I was sitting at the bar, on my fourth Jack and Coke, and waiting on Vince to come back from the bathroom. I'd barely said five words the entire night,  I couldn't sort through my thoughts. I couldn't process anything... it sort of felt like I was moving in slow motion... or maybe I was on autopilot or something. I just felt so numb and out of it, I cou-

"What's up with you tonight, Heidi? Something seems off?" Vince said, walking up from behind me and taking a seat on the barstool.

"Uh... I'm just tired I guess... and pretty drunk." I said motioning toward my drink and slurring my words slightly. I could feel my lips tingling and my head swimming and knew I should stop after this drink.

"... are we good?" Vince asked, his eyes darting from the drink in his hand and over to me.

"What? Oh, yes. God, yes. We're great, I promise." I said, setting my hand on top of his and feeling like a total asshole for being so distant.

Just as Vince opened his mouth to speak, the bartender interrupted us.

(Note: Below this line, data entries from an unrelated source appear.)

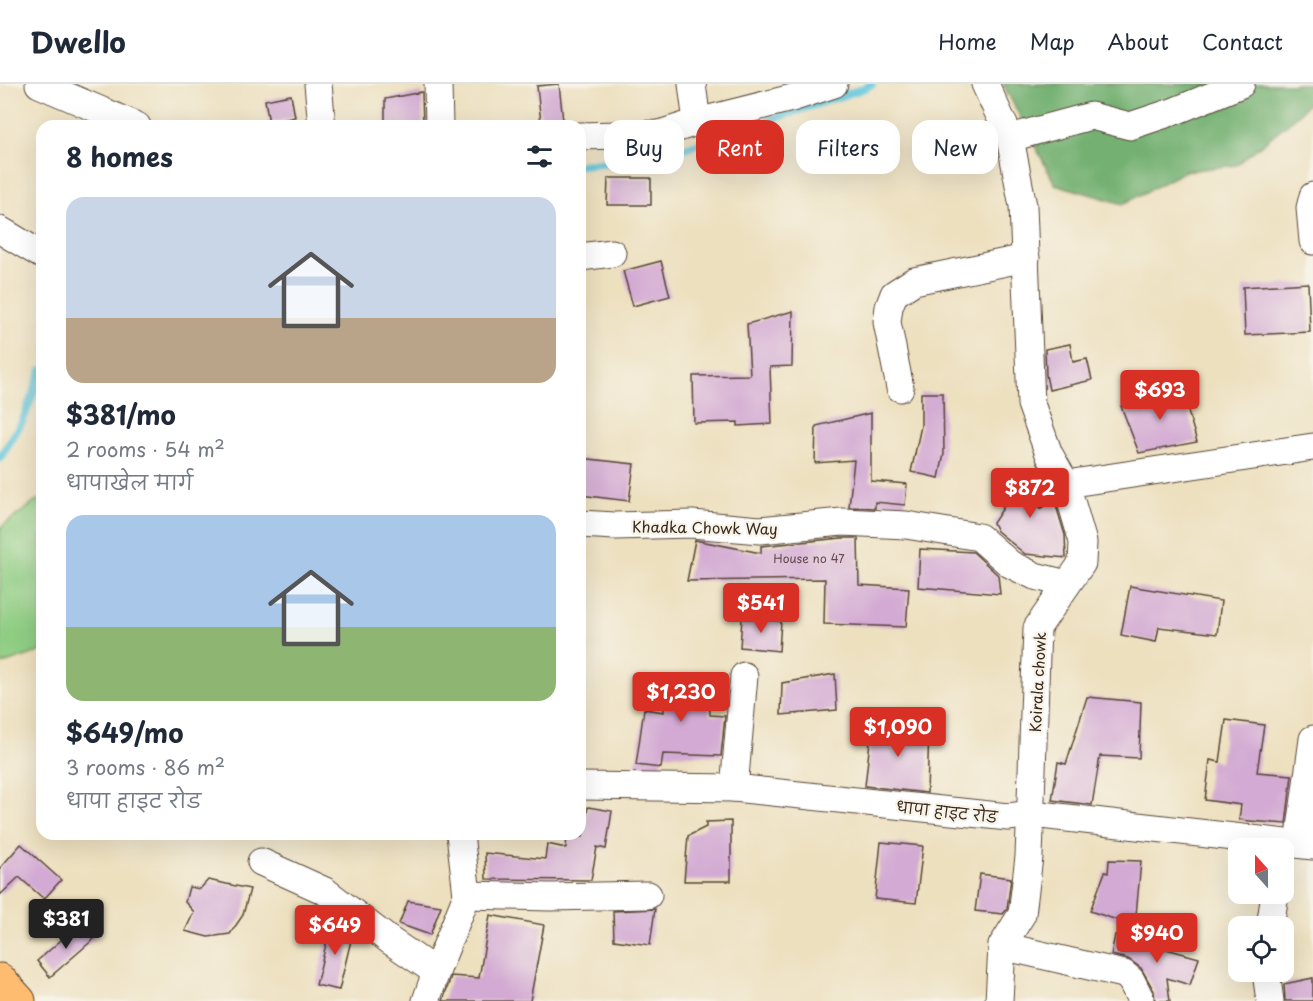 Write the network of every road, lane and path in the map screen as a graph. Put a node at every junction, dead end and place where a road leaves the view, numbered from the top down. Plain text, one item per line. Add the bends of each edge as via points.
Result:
1 (39, 84) edge
2 (318, 84) edge
3 (438, 84) edge
4 (692, 84) edge
5 (834, 84) edge
6 (985, 84) edge
7 (1241, 84) edge
8 (123, 120) edge
9 (321, 120) edge
10 (439, 120) edge
11 (697, 120) edge
12 (705, 120) edge
13 (696, 122) edge
14 (586, 136) edge
15 (1010, 138) junction
16 (1313, 196) edge
17 (0, 230) edge
18 (1313, 241) edge
19 (36, 251) edge
20 (612, 253) dead end
21 (586, 255) edge
22 (1026, 258) junction
23 (900, 388) dead end
24 (1313, 447) edge
25 (1066, 484) junction
26 (586, 524) edge
27 (1067, 584) junction
28 (744, 676) dead end
29 (1313, 739) edge
30 (586, 786) edge
31 (734, 788) junction
32 (1032, 814) junction
33 (1235, 838) edge
34 (461, 840) edge
35 (1294, 845) edge
36 (261, 862) dead end
37 (467, 895) junction
38 (648, 895) dead end
39 (1002, 946) junction
40 (436, 972) junction
41 (0, 980) edge
42 (1267, 982) edge
43 (998, 998) edge
44 (1140, 998) dead end
45 (19, 1001) edge
46 (426, 1001) edge
47 (1270, 1001) edge

1 - 8 street
2 - 9 street
3 - 10 street
4 - 11 street
5 - 12 street
6 - 15 street, Koirala chowk
7 - 15 street via 1130,126 1091,116
13 - 14 street via 659,134
15 - 22 street, Koirala chowk via 1023,206
16 - 18 street
17 - 19 street
20 - 21 street
22 - 23 street via 914,281 894,294 887,322
22 - 25 street, Koirala chowk via 1031,404 1049,454
24 - 25 street
25 - 27 street, Koirala chowk via 1083,542 1082,563
26 - 27 street, Khadka Chowk Way via 692,524 760,530 842,522 906,525 979,537 1010,564 1035,576
27 - 32 street, Koirala chowk via 1037,628
28 - 31 street
29 - 35 street
30 - 31 street, धापा हाइट रोड
31 - 32 street, धापा हाइट रोड via 1008,817
32 - 33 street, धापा हाइट रोड
32 - 39 street, Koirala chowk via 1022,914
34 - 37 street
36 - 40 street via 326,891
37 - 38 street
37 - 40 street
39 - 43 street, Koirala chowk
39 - 44 street via 1124,974
40 - 46 street
41 - 45 main road
42 - 47 street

"Hey, I'm guessing you're Vince Neil, right? There's someone named Doc on the phone for you." He said, handing Vince the phone and walking away.

He looked over at me curiously before putting it to his ear and saying hello.

"Oh okay, yeah sure. She's right here." He said, handing the phone over to me.

I looked back at him with a quizzical expression and put the phone up to my ear.

"Heidi, it may be 1:30 in New Orleans, but it's only 11:30 in LA and I just got a call from your manager. She said you got the Vogue cover shoot! You'll need to fly back to LA in a few days and stay for a week. This is great press for you and for the boys, I'll-" Doc continued, but the phone slid out of my hand and hit the floor...

Go back to LA... back to my apartment... for a whole week... without Vince?